** DIRECTIONS **
List all lines of the data that include the string "every".

** TASK INPUT **
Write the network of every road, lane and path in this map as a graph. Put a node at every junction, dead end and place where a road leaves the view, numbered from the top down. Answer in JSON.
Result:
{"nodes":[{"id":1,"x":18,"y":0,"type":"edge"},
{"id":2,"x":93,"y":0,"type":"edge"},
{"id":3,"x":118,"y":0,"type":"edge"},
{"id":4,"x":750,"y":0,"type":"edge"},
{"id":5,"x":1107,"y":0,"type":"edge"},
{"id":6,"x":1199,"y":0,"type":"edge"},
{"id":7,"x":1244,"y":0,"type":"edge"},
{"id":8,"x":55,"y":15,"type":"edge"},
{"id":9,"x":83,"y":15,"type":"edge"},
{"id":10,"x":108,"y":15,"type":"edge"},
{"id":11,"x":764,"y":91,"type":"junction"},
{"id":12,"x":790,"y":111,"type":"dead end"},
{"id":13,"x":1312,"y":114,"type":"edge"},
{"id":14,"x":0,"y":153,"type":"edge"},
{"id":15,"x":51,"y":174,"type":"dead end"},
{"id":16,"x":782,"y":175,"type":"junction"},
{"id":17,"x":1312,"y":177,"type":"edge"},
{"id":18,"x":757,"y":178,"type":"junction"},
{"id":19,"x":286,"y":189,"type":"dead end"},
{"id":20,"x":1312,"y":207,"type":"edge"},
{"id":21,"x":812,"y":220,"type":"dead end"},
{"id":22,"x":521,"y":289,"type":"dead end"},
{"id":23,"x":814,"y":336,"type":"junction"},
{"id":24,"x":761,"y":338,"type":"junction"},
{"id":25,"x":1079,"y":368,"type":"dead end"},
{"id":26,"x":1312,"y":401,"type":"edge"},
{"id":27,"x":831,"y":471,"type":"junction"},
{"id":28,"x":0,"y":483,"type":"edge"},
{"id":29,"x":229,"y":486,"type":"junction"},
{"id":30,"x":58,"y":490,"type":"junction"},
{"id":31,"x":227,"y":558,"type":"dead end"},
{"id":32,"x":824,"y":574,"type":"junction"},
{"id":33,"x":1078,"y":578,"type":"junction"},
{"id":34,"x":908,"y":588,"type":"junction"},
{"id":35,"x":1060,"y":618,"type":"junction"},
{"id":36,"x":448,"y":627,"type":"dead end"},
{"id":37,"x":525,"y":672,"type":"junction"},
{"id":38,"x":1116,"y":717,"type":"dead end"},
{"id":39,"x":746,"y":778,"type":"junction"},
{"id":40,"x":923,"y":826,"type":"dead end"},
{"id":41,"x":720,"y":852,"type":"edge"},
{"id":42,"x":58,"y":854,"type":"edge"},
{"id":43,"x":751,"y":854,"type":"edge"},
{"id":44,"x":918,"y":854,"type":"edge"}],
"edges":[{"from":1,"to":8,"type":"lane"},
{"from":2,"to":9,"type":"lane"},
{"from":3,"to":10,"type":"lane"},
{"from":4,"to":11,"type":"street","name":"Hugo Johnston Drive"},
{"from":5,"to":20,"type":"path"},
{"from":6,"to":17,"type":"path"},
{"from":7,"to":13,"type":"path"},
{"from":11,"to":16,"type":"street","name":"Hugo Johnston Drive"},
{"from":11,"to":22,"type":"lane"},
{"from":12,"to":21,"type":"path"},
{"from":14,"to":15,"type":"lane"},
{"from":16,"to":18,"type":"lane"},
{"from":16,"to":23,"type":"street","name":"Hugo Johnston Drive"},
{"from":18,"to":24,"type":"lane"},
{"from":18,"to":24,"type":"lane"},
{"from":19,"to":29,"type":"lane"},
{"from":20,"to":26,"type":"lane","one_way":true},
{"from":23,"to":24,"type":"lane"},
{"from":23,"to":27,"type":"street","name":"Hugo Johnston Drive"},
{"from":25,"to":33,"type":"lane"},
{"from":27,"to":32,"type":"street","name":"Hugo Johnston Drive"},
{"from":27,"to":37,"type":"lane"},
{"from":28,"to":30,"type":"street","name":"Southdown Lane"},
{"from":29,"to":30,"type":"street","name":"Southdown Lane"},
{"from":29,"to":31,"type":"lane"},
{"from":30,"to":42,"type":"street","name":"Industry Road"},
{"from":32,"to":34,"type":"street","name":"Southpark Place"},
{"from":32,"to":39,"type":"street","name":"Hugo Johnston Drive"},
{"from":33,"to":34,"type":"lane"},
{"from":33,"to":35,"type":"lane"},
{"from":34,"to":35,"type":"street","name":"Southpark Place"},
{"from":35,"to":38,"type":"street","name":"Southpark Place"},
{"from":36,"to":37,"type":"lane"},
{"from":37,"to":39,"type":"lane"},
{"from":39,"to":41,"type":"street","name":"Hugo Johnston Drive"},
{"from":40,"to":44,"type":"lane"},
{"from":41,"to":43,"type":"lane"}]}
* * *
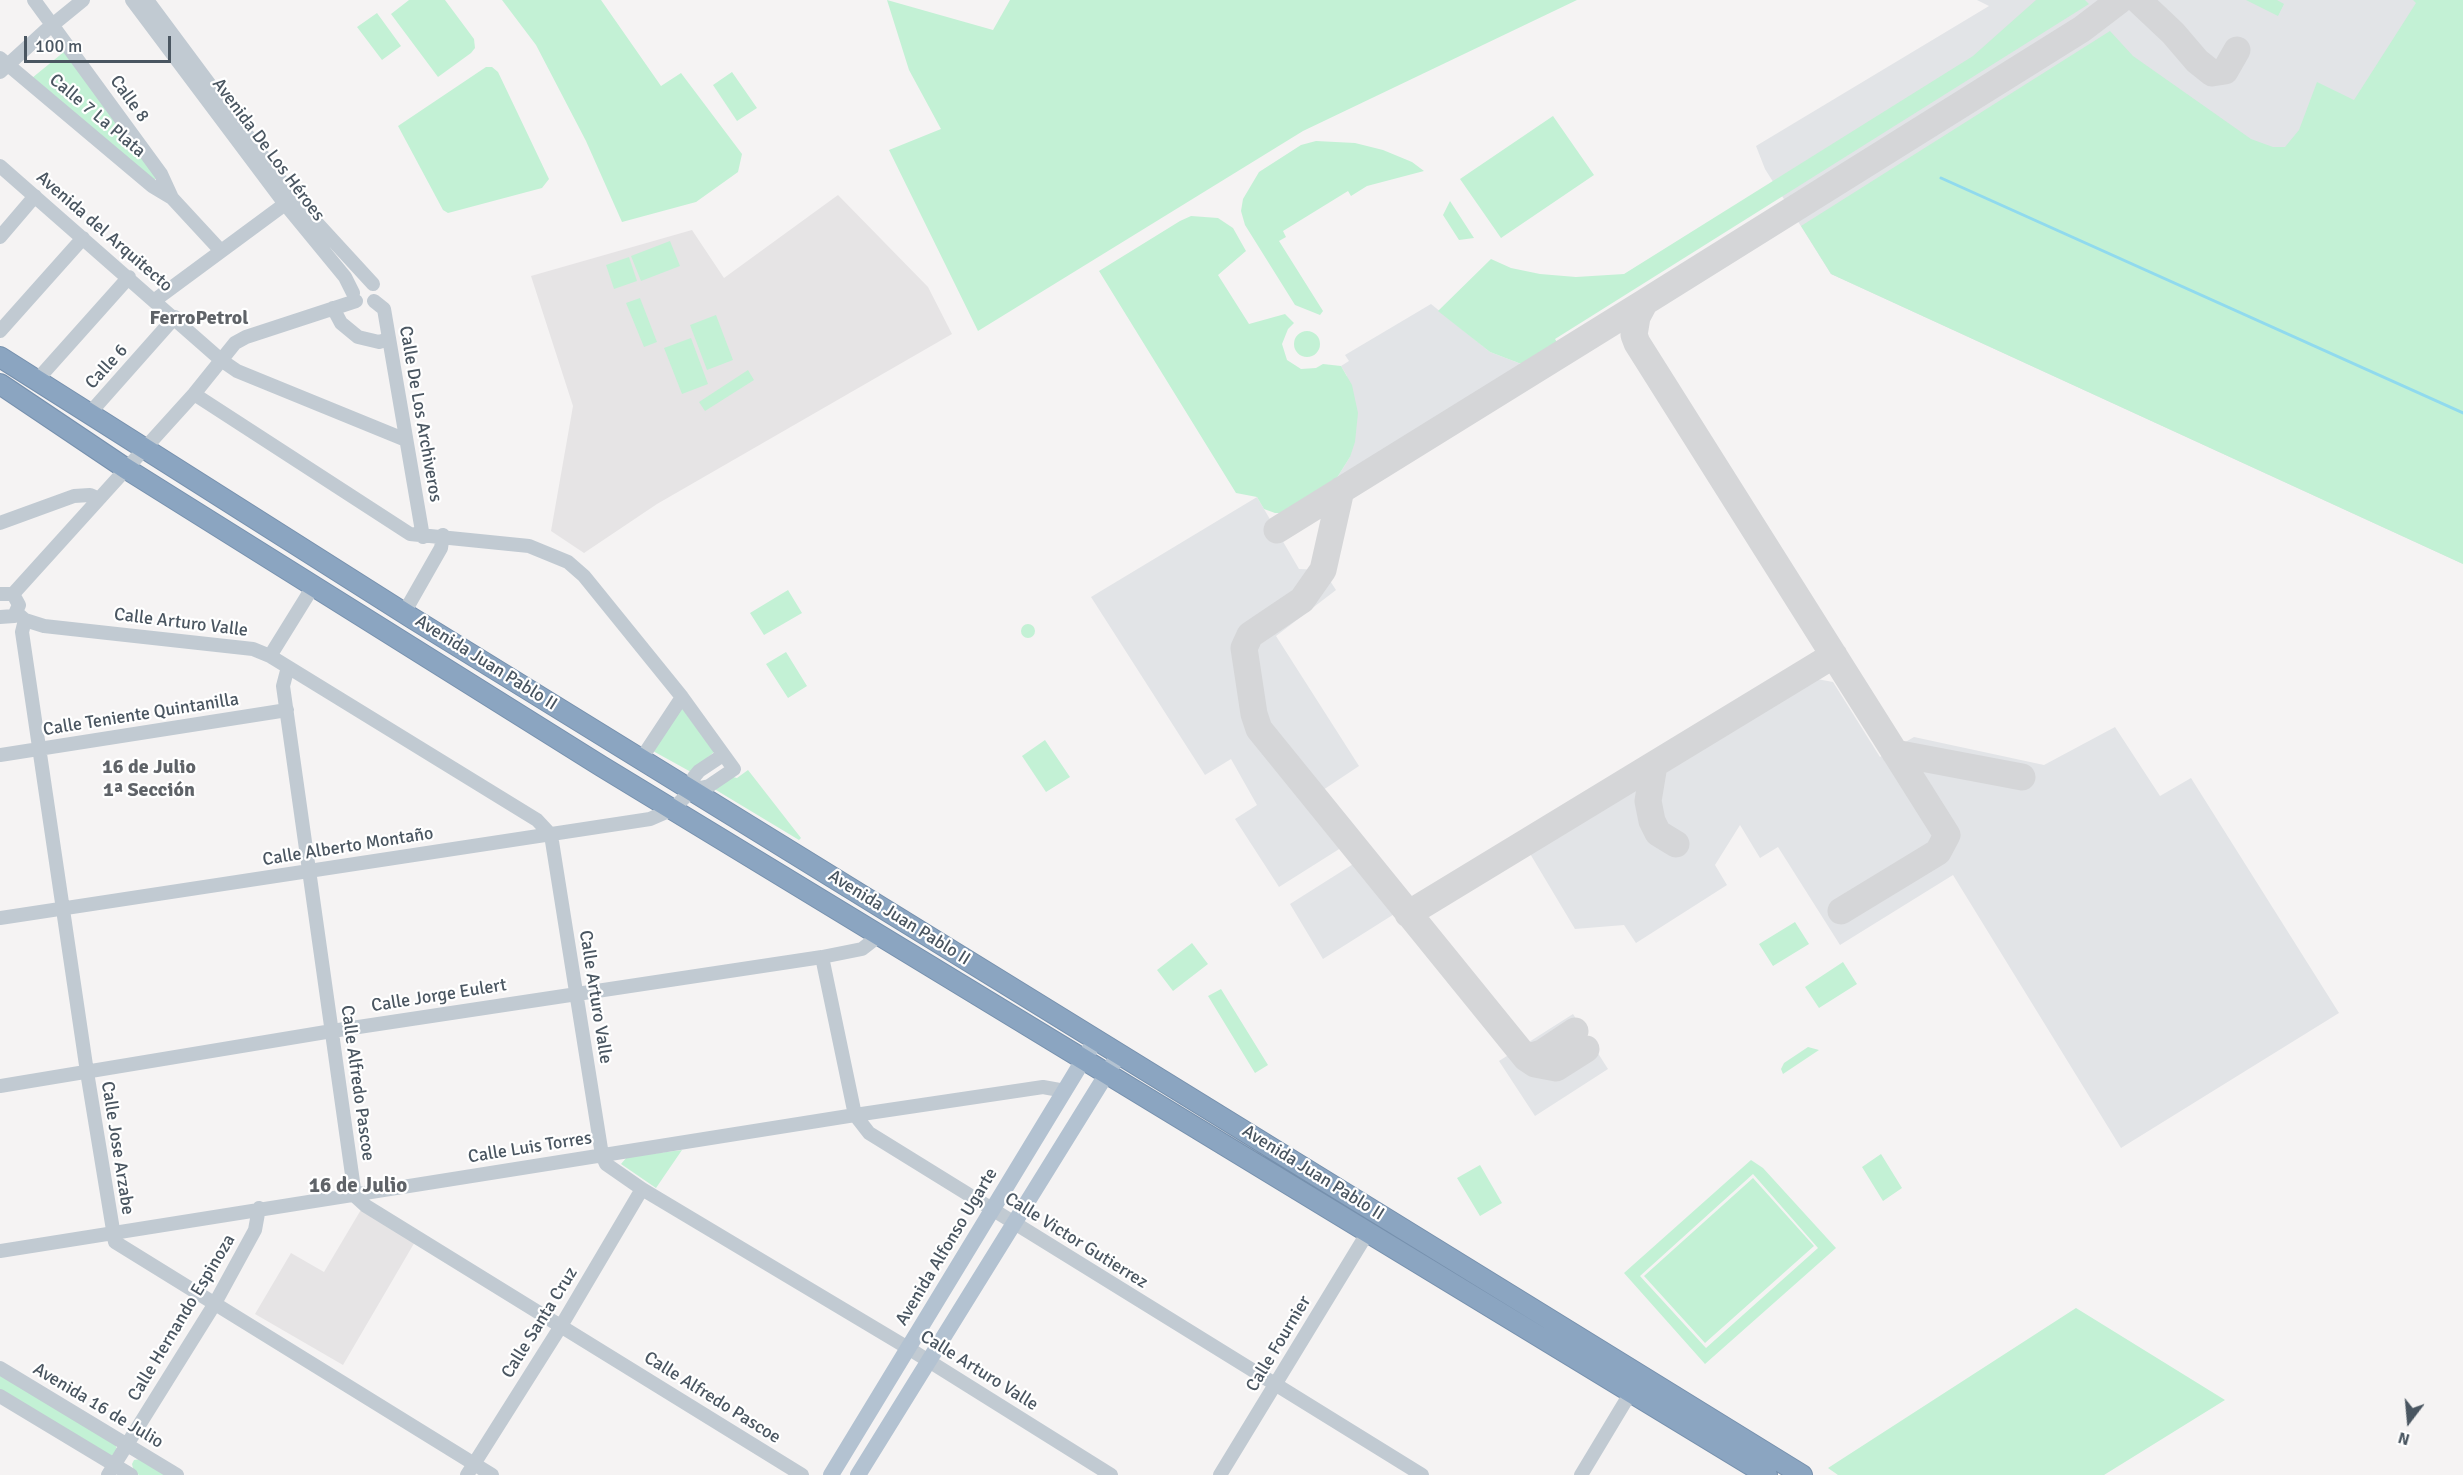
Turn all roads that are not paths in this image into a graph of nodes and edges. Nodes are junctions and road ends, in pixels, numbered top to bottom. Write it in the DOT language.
...
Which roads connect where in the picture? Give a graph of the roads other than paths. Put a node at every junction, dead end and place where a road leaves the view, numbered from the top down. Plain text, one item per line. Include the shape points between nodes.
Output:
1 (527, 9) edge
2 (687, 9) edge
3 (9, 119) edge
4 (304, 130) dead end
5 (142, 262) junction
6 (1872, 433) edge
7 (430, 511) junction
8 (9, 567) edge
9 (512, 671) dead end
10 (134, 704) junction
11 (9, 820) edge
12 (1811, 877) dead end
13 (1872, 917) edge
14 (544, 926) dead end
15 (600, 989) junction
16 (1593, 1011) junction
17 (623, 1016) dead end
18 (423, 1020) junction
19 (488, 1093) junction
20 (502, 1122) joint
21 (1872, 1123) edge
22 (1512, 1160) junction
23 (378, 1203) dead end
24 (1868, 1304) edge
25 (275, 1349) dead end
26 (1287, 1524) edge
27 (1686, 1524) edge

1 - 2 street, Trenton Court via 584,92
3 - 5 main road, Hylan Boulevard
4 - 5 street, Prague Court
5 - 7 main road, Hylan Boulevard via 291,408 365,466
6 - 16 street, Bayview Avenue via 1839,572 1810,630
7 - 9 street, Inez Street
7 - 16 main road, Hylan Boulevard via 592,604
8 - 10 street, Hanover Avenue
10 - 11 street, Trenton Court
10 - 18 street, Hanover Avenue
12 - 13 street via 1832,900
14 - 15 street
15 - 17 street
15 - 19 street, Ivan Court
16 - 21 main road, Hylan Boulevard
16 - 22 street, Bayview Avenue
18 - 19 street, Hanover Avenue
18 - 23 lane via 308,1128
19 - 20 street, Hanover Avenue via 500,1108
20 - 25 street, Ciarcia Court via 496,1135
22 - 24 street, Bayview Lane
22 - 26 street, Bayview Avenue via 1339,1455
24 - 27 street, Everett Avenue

** WRITTEN ANSWER **
Write the network of every road, lane and path in this map as a graph. Put a node at every junction, dead end and place where a road leaves the view, numbered from the top down. Answer in JSON.
Which roads connect where in the picture? Give a graph of the roads other than paths. Put a node at every junction, dead end and place where a road leaves the view, numbered from the top down. Plain text, one item per line. Include the shape points between nodes.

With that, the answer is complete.